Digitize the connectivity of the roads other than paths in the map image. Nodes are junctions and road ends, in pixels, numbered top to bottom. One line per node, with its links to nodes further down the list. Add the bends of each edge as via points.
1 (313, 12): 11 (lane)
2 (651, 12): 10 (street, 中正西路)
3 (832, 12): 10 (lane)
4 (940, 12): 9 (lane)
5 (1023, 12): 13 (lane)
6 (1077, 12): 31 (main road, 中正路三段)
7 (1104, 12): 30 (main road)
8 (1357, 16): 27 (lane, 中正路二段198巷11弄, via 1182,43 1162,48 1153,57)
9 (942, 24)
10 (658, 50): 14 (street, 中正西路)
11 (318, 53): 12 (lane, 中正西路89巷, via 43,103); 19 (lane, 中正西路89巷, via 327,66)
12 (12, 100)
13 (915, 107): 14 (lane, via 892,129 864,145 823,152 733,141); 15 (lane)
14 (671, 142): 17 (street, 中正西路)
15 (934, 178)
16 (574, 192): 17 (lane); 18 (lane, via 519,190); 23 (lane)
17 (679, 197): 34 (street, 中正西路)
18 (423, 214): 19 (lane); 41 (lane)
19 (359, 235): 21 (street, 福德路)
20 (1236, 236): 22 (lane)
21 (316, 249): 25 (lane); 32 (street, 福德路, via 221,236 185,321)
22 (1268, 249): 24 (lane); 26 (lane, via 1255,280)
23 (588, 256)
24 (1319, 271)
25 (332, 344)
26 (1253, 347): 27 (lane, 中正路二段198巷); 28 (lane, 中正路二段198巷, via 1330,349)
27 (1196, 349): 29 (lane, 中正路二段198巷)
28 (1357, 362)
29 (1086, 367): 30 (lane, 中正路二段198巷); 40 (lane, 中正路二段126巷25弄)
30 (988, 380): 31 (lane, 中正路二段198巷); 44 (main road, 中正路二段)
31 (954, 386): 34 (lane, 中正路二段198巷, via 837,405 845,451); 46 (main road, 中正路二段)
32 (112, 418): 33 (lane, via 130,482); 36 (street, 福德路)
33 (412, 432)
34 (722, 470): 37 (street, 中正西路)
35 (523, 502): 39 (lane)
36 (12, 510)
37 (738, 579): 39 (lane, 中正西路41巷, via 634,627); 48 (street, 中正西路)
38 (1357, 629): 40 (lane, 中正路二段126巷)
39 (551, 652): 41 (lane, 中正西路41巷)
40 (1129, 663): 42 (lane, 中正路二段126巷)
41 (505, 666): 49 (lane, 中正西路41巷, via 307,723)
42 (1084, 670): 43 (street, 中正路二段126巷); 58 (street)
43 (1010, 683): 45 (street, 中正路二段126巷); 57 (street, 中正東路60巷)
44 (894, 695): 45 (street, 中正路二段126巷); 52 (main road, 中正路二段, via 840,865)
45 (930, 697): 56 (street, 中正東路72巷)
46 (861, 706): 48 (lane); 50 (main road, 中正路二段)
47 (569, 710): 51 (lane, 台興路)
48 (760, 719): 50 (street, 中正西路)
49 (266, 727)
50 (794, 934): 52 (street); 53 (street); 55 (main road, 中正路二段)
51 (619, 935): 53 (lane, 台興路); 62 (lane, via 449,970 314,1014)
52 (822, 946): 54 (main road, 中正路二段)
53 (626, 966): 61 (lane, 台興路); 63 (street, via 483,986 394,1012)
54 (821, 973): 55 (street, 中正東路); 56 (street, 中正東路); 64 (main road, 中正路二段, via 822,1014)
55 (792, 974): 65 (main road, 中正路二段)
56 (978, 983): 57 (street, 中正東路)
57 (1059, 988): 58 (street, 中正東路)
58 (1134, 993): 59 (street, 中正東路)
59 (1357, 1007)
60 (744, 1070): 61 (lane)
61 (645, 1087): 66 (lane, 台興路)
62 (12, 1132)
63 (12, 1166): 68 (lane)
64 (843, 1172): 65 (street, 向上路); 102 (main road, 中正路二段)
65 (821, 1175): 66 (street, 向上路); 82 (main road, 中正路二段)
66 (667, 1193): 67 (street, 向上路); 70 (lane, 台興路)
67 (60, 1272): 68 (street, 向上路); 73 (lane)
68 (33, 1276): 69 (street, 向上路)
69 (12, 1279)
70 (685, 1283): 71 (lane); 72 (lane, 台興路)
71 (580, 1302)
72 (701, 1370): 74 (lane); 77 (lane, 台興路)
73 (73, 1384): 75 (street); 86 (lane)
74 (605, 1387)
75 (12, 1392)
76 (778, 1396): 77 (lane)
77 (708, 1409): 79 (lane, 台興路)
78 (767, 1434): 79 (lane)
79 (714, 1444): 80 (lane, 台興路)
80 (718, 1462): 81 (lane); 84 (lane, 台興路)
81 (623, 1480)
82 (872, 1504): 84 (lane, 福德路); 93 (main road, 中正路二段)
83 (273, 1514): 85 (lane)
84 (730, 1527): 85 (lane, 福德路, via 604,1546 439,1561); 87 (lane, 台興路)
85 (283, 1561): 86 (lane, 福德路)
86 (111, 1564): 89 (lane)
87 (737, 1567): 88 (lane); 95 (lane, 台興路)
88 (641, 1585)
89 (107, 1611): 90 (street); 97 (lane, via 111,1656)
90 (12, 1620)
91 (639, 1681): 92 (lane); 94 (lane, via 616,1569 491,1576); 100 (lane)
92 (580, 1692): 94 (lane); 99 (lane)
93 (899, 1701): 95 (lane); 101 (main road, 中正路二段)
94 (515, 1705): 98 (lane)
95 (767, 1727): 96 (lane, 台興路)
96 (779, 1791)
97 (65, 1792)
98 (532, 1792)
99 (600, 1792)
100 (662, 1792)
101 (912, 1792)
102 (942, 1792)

= = = =

--- Exercise instructions ---
All of the material above should be reproduced exactly.

--- Written solution ---
Digitize the connectivity of the roads other than paths in the map image. Nodes are junctions and road ends, in pixels, numbered top to bottom. One line per node, with its links to nodes further down the list. Add the bends of each edge as via points.
1 (313, 12): 11 (lane)
2 (651, 12): 10 (street, 中正西路)
3 (832, 12): 10 (lane)
4 (940, 12): 9 (lane)
5 (1023, 12): 13 (lane)
6 (1077, 12): 31 (main road, 中正路三段)
7 (1104, 12): 30 (main road)
8 (1357, 16): 27 (lane, 中正路二段198巷11弄, via 1182,43 1162,48 1153,57)
9 (942, 24)
10 (658, 50): 14 (street, 中正西路)
11 (318, 53): 12 (lane, 中正西路89巷, via 43,103); 19 (lane, 中正西路89巷, via 327,66)
12 (12, 100)
13 (915, 107): 14 (lane, via 892,129 864,145 823,152 733,141); 15 (lane)
14 (671, 142): 17 (street, 中正西路)
15 (934, 178)
16 (574, 192): 17 (lane); 18 (lane, via 519,190); 23 (lane)
17 (679, 197): 34 (street, 中正西路)
18 (423, 214): 19 (lane); 41 (lane)
19 (359, 235): 21 (street, 福德路)
20 (1236, 236): 22 (lane)
21 (316, 249): 25 (lane); 32 (street, 福德路, via 221,236 185,321)
22 (1268, 249): 24 (lane); 26 (lane, via 1255,280)
23 (588, 256)
24 (1319, 271)
25 (332, 344)
26 (1253, 347): 27 (lane, 中正路二段198巷); 28 (lane, 中正路二段198巷, via 1330,349)
27 (1196, 349): 29 (lane, 中正路二段198巷)
28 (1357, 362)
29 (1086, 367): 30 (lane, 中正路二段198巷); 40 (lane, 中正路二段126巷25弄)
30 (988, 380): 31 (lane, 中正路二段198巷); 44 (main road, 中正路二段)
31 (954, 386): 34 (lane, 中正路二段198巷, via 837,405 845,451); 46 (main road, 中正路二段)
32 (112, 418): 33 (lane, via 130,482); 36 (street, 福德路)
33 (412, 432)
34 (722, 470): 37 (street, 中正西路)
35 (523, 502): 39 (lane)
36 (12, 510)
37 (738, 579): 39 (lane, 中正西路41巷, via 634,627); 48 (street, 中正西路)
38 (1357, 629): 40 (lane, 中正路二段126巷)
39 (551, 652): 41 (lane, 中正西路41巷)
40 (1129, 663): 42 (lane, 中正路二段126巷)
41 (505, 666): 49 (lane, 中正西路41巷, via 307,723)
42 (1084, 670): 43 (street, 中正路二段126巷); 58 (street)
43 (1010, 683): 45 (street, 中正路二段126巷); 57 (street, 中正東路60巷)
44 (894, 695): 45 (street, 中正路二段126巷); 52 (main road, 中正路二段, via 840,865)
45 (930, 697): 56 (street, 中正東路72巷)
46 (861, 706): 48 (lane); 50 (main road, 中正路二段)
47 (569, 710): 51 (lane, 台興路)
48 (760, 719): 50 (street, 中正西路)
49 (266, 727)
50 (794, 934): 52 (street); 53 (street); 55 (main road, 中正路二段)
51 (619, 935): 53 (lane, 台興路); 62 (lane, via 449,970 314,1014)
52 (822, 946): 54 (main road, 中正路二段)
53 (626, 966): 61 (lane, 台興路); 63 (street, via 483,986 394,1012)
54 (821, 973): 55 (street, 中正東路); 56 (street, 中正東路); 64 (main road, 中正路二段, via 822,1014)
55 (792, 974): 65 (main road, 中正路二段)
56 (978, 983): 57 (street, 中正東路)
57 (1059, 988): 58 (street, 中正東路)
58 (1134, 993): 59 (street, 中正東路)
59 (1357, 1007)
60 (744, 1070): 61 (lane)
61 (645, 1087): 66 (lane, 台興路)
62 (12, 1132)
63 (12, 1166): 68 (lane)
64 (843, 1172): 65 (street, 向上路); 102 (main road, 中正路二段)
65 (821, 1175): 66 (street, 向上路); 82 (main road, 中正路二段)
66 (667, 1193): 67 (street, 向上路); 70 (lane, 台興路)
67 (60, 1272): 68 (street, 向上路); 73 (lane)
68 (33, 1276): 69 (street, 向上路)
69 (12, 1279)
70 (685, 1283): 71 (lane); 72 (lane, 台興路)
71 (580, 1302)
72 (701, 1370): 74 (lane); 77 (lane, 台興路)
73 (73, 1384): 75 (street); 86 (lane)
74 (605, 1387)
75 (12, 1392)
76 (778, 1396): 77 (lane)
77 (708, 1409): 79 (lane, 台興路)
78 (767, 1434): 79 (lane)
79 (714, 1444): 80 (lane, 台興路)
80 (718, 1462): 81 (lane); 84 (lane, 台興路)
81 (623, 1480)
82 (872, 1504): 84 (lane, 福德路); 93 (main road, 中正路二段)
83 (273, 1514): 85 (lane)
84 (730, 1527): 85 (lane, 福德路, via 604,1546 439,1561); 87 (lane, 台興路)
85 (283, 1561): 86 (lane, 福德路)
86 (111, 1564): 89 (lane)
87 (737, 1567): 88 (lane); 95 (lane, 台興路)
88 (641, 1585)
89 (107, 1611): 90 (street); 97 (lane, via 111,1656)
90 (12, 1620)
91 (639, 1681): 92 (lane); 94 (lane, via 616,1569 491,1576); 100 (lane)
92 (580, 1692): 94 (lane); 99 (lane)
93 (899, 1701): 95 (lane); 101 (main road, 中正路二段)
94 (515, 1705): 98 (lane)
95 (767, 1727): 96 (lane, 台興路)
96 (779, 1791)
97 (65, 1792)
98 (532, 1792)
99 (600, 1792)
100 (662, 1792)
101 (912, 1792)
102 (942, 1792)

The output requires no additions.